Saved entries
○ ○ ○

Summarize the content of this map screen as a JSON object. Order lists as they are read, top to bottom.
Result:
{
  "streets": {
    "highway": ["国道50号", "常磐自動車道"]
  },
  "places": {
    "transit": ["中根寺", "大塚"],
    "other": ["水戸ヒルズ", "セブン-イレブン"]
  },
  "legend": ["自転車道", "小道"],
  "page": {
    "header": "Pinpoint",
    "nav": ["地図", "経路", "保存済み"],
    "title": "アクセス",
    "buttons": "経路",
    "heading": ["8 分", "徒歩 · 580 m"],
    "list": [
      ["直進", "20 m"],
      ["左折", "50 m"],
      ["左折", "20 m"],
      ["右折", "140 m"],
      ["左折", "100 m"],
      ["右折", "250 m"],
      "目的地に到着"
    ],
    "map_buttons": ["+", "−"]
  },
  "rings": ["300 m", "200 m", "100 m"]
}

○ ○ ○

(PROBLEM REQUIREMENTS) What do the records say? Quote them all exactly.

(SOLUTION)
Summarize the content of this map screen as a JSON object. Order lists as they are read, top to bottom.
Result:
{
  "streets": {
    "highway": ["国道50号", "常磐自動車道"]
  },
  "places": {
    "transit": ["中根寺", "大塚"],
    "other": ["水戸ヒルズ", "セブン-イレブン"]
  },
  "legend": ["自転車道", "小道"],
  "page": {
    "header": "Pinpoint",
    "nav": ["地図", "経路", "保存済み"],
    "title": "アクセス",
    "buttons": "経路",
    "heading": ["8 分", "徒歩 · 580 m"],
    "list": [
      ["直進", "20 m"],
      ["左折", "50 m"],
      ["左折", "20 m"],
      ["右折", "140 m"],
      ["左折", "100 m"],
      ["右折", "250 m"],
      "目的地に到着"
    ],
    "map_buttons": ["+", "−"]
  },
  "rings": ["300 m", "200 m", "100 m"]
}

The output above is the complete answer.